The Lightning made two lineup changes for Game Six, inserting Zach Bogosian and Alex Volkov (making his postseason debut). Volkov made an immediate impact. In the first period, he hustled down the ice to negate an icing and, in the process, drew a penalty on Klingberg. During the ensuing power play, the Lightning scored the game's opening goal. Hedman started the sequence when he tracked a puck in the Lightning end and pivoted quickly back up ice. That crossed up Janmark, who fell and was momentarily out of the play. That left the Stars with only three penalty killers in position and the Lightning took advantage. Point accepted a feed from Kucherov and skated into the slot. He sold a pass to Hedman, which froze the Dallas defenders, and shot the puck on net. He jumped on the rebound and lifted it in. The Lightning's second goal came in the second period. With the Lightning needing a line change, the Stars tried a quick counter from their own end. But Maroon knocked down Radulov's saucer pass. Instead of a potential odd-man rush for the Stars, the Lightning countered on a three-on-two themselves. Blake Coleman finished a one-timer from the right circle to extend the lead.
The plays by Hedman and Maroon were key parts of the goals that the Lightning scored. But the biggest story of Game Six was how the Lightning defended. Through the first two periods, they dominated possession. They held the Stars to eight total shots. In the third, the Stars had more possession, but the Lightning defended tightly in their own end and limited chances. As it turned out, the two goals they scored in Game Six were more than enough.
For the Final, the teams were separated by only three goals. The Lightning scored 18 and the Stars netted 15. But the beyond that stat, the difference between the clubs was stark. The Stars had those aforementioned solid segments during the series, but those moments were isolated. For the vast majority of the series, the Lightning held an advantage. An advantage in possession, shots, attempts, and chances. Sometimes, when play was fairly level, it was a narrow advantage. On other occasions, the advantage was much wider.

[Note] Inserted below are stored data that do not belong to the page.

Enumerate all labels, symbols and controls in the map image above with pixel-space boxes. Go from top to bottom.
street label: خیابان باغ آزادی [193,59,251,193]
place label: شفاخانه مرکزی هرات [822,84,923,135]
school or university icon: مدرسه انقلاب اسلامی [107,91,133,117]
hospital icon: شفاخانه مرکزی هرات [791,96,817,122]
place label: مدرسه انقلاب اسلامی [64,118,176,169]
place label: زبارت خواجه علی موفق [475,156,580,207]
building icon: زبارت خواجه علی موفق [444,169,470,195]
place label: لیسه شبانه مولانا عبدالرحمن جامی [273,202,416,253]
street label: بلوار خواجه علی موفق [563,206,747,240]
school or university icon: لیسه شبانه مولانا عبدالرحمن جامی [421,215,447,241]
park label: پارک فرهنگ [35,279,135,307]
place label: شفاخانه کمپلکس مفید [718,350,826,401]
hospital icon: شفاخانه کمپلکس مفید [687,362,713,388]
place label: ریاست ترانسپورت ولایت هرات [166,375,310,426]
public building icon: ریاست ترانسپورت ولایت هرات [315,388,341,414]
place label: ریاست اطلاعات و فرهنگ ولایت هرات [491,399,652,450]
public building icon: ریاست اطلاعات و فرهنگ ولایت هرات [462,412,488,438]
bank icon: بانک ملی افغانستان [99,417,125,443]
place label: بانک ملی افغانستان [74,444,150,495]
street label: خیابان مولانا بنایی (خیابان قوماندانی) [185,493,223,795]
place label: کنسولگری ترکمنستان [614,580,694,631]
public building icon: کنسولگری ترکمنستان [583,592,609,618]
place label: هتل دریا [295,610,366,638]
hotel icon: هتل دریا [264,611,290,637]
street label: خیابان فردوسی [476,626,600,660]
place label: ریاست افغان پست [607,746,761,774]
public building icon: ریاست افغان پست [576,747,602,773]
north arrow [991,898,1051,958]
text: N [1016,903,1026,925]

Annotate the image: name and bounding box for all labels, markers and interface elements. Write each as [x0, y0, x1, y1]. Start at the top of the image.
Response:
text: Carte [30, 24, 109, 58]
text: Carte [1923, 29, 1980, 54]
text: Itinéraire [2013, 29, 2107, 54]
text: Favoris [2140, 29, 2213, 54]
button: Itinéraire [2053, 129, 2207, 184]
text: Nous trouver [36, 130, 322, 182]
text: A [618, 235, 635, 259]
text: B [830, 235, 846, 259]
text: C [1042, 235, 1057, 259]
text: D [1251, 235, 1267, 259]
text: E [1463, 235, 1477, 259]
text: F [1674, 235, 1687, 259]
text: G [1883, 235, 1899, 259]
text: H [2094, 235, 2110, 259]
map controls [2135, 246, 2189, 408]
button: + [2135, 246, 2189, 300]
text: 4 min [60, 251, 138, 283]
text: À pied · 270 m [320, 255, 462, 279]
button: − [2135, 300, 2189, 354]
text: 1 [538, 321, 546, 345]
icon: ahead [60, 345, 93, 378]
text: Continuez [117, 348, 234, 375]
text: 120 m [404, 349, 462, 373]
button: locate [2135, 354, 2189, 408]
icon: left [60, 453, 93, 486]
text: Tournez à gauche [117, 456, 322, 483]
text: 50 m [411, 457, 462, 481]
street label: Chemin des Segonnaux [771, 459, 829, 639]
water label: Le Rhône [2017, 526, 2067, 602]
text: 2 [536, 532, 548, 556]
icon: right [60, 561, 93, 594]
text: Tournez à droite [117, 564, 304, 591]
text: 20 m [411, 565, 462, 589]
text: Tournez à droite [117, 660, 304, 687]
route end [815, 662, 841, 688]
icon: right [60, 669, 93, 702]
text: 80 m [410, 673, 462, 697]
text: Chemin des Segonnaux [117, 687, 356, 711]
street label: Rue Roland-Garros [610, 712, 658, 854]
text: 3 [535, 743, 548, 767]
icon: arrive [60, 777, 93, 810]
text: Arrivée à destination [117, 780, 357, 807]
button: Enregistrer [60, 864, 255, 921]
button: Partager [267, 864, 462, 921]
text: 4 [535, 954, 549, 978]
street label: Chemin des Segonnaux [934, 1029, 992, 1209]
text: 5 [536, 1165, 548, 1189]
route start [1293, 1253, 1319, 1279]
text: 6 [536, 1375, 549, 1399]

The Lightning would find a gear that Dallas simply couldn't match. They'd tilt the ice so severely that the Stars struggled just to get tired players off the ice. And the Lightning were able to find this gear repeatedly - putting on this kind of possession display for a portion of every game.
There were other keys to the series, of course. The Lightning's line of Point, Kucherov, and Palat overwhelmed the Stars. For most of the Final, that line played with the puck in the offensive zone. And they contributed offensively - the three players combined for 21 points in the series.
Then there was the special teams battle. Though the Stars did produce some dangerous power play chances through the six games, they finished the Final scoring just one power play goal. At the other end, the Lightning netted seven power play goals. They were big goals, too. The opening two tallies of Game Two. Hedman's Game Three strike that launched the Lightning's dominant second period. In Game Four, the Lightning twice tied the game with power play goals and the third power play marker was Shattenkirk's OT tally. Their final power play goal opened the scoring in Game Six and turned out to be the game-winning, Cup-clinching goal.
And finally, they (once again) defended very well in the Final. Throughout the series, the Lightning kept the Dallas chances to a minimum. They never did sacrifice defense for offense. That was never more true than in the final game. During a playoff run in which they put an emphasis on patience, structure, and team defense, the Lightning clinched the series and captured the Stanley Cup with a defensive masterpiece - one of the best in franchise history.